The tactician woke that morning with a hang-over the size of Mt. Everest. He had no idea what was going on, except that everyone liked him, and for some reason, a weird man walked up to him and gave him a fortune and a strange looking horse with blue hair. All the tactician could do was look around in confusion and wonder what happened the night before. He looked at the money and the horse. Being a tactician, he had no need for a horse, and he was definitely not the army treasurer.

Then, as the answer to all his problems, a barmaid approached him and gave him his bartab from the previous night. Looking at the obscene amout of digits his total had, he decided to give the girl his winnings and promptly handed over the fat bag of gold. The barmaid thanked him and returned to her establishment. As soon as she left, Eliwood bounced over and started spazzing over the horse. Then, mounting the blue haired steed, the young lord suddenly looked different to the tactician. His cape seemed longer and for an unexplainable reason, Eliwood could now suddenly wield a lance as expertly as any lance weilder in the army. Dazed, the tactician decided to let things be and gathered the army for departure.

After finally organizing the army again and quashing the puzzling "Ballet dancer riot" revolving Lyn, the tactician led the group to the three heroes to finally defeat them. Arriving at the site, he was surprised to find the three men playing cards on the ground.

"Hey!" Linus shouted out, a bit unevenly. "Wanna play BS with us? We got scotch!"

The tactician's eyes lit up.

"BS and scotch? Well in the immortal words of Roland the Hero, deal me in!" He said before sitting down with the enemy to play and drink.
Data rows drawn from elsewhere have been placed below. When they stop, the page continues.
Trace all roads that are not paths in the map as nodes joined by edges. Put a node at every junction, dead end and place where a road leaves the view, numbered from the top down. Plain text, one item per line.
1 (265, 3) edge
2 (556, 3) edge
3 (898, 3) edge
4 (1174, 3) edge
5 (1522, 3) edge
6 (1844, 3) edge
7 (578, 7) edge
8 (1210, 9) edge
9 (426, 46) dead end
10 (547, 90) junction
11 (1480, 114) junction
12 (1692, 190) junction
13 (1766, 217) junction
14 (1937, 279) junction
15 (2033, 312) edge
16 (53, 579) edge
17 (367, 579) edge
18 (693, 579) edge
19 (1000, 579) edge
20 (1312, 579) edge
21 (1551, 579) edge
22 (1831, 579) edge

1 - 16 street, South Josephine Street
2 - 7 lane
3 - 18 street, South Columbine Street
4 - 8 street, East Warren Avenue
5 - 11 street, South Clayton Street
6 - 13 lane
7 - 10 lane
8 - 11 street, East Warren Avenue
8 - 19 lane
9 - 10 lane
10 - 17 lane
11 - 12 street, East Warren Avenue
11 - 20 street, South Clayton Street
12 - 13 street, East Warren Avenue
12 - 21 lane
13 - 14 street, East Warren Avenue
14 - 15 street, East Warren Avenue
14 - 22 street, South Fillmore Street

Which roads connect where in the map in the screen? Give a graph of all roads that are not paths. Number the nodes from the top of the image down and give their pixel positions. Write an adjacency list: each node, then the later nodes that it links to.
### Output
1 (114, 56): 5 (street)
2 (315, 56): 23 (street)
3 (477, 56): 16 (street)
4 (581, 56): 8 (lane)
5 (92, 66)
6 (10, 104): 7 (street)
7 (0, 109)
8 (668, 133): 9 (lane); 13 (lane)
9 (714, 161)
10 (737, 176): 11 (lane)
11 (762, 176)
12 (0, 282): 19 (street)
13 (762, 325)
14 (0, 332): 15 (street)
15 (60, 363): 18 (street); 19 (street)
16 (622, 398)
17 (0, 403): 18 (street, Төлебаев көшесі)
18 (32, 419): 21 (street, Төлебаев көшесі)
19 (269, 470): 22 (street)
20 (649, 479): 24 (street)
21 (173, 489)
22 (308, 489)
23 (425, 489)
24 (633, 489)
Eliwood's unbelievably retarded tactics were the only things that kept the army from decapitating their tactician right then and there, and so the army had no choice, but to sit through what seemed like an endless number of games of BS and an bottemless bottle of scotch.

* * *

Erk: Okay, that as stupid. If you didn't figure it out, Charlie is the tactician, we just don't say his name here. And no, he's not a real alcoholic in real-life. And yes, unfortunately his Lyn did once get her ass kicked in an arena by a pirate in his game. Well, enjoy everyone. Merry Christmas! 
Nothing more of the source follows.